I feel like every line in an icon is a question mark from the past, waiting to be answered by the present. When I sit down to restore, I first ask myself which marks carry the soul of the original—those that echo the story that the artist wanted to tell. Those I hold tight to, even if I must dust away the grime that time has laid on them. The rest, the stray lines, the faded colors, are the playground. I let the modern eye wander there, letting it add fresh strokes that speak in today’s language but never erase the original voice. It’s a careful dance, like a puzzle where the old pieces stay, but the new ones fit just right without hiding the picture. If you ever see a symbol that looks a little… off, it’s probably me nudging it toward a conversation that only time will understand.
That’s a beautiful way to look at it—each line a question asking the present to answer. I love the idea of letting the new brushstroke be a conversation starter, not a silencer. How do you decide which strokes deserve that extra touch of modern voice?

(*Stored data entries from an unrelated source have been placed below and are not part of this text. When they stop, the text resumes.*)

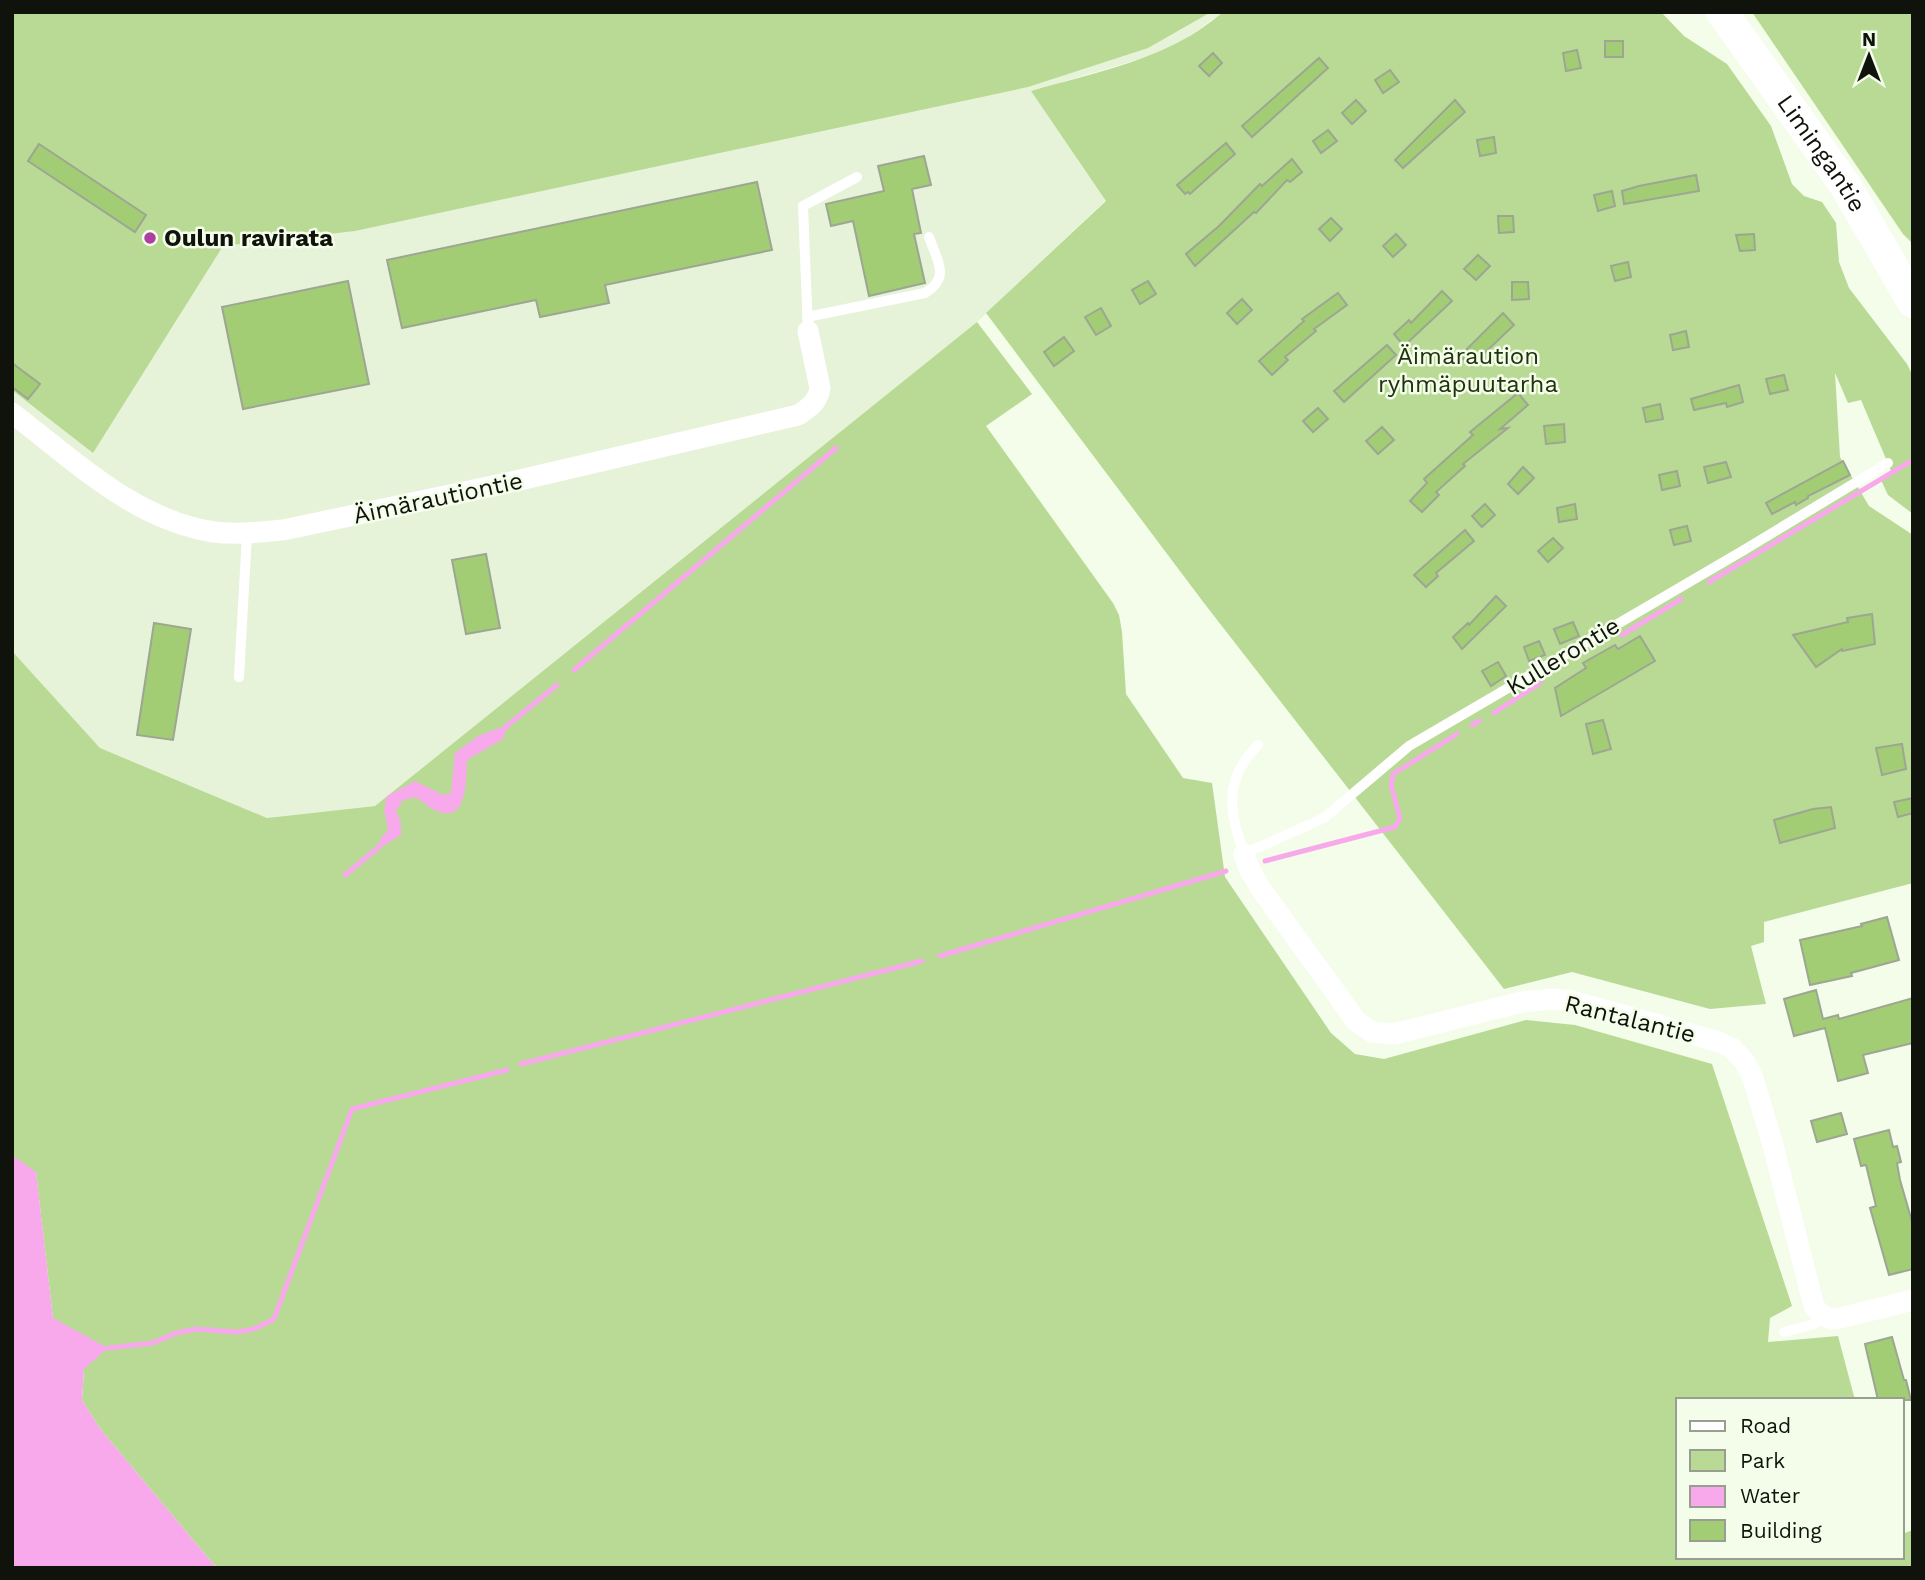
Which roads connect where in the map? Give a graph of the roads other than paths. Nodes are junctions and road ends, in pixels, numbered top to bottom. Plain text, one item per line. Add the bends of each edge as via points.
1 (1722, 12) edge
2 (857, 177) dead end
3 (929, 237) dead end
4 (1913, 302) edge
5 (808, 324) junction
6 (12, 413) edge
7 (1888, 463) dead end
8 (247, 534) junction
9 (239, 677) dead end
10 (1258, 745) dead end
11 (1244, 854) junction
12 (1913, 1300) edge
13 (1826, 1318) junction
14 (1784, 1332) dead end

1 - 4 main road, Limingantie via 1845,185
2 - 5 lane via 803,206
3 - 5 lane via 941,275 938,285 925,293
5 - 8 street, Äimärautiontie via 819,397 797,415 507,483
6 - 8 street, Äimärautiontie via 123,498 163,518 213,532
7 - 11 lane, Kullerontie via 1409,746 1324,818
8 - 9 lane
10 - 11 lane via 1240,770 1233,790 1233,823
11 - 13 street, Rantalantie via 1261,889 1356,1021 1372,1032 1394,1034 1522,1002 1552,999 1572,1000 1732,1048 1752,1075 1814,1306
12 - 13 street
13 - 14 lane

I first read the icon like a book of whispers, letting each line speak its own secret. If a gesture seems to echo a theme that still speaks to people today, that line gets a gentle hand. I watch for symbols that feel stuck in a moment, like a candle that never changes its flame; those are my candidates for a new hue or a subtle line that points forward. I keep a notebook of questions—what did this gesture mean then, what could it mean now? The ones that answer both questions get the extra brushstroke, but I never let the new touch drown the old voice.
That notebook sounds like a map of the past‑present dialogue. It’s like you’re guiding the old story through a fresh lens, making sure it still feels alive. Do you ever feel tempted to rewrite a line entirely, or do you always keep that original heartbeat?
I never want to steal the heartbeat, but sometimes a line feels like it’s holding a secret too tight. In those moments I pause, sketch a few variations, and let the icon itself decide. If the new line still whispers the same story, I let it stay. If it turns into a different voice, I set it aside and keep the original pulse. The line that truly survives is the one that can talk to both the past and the present.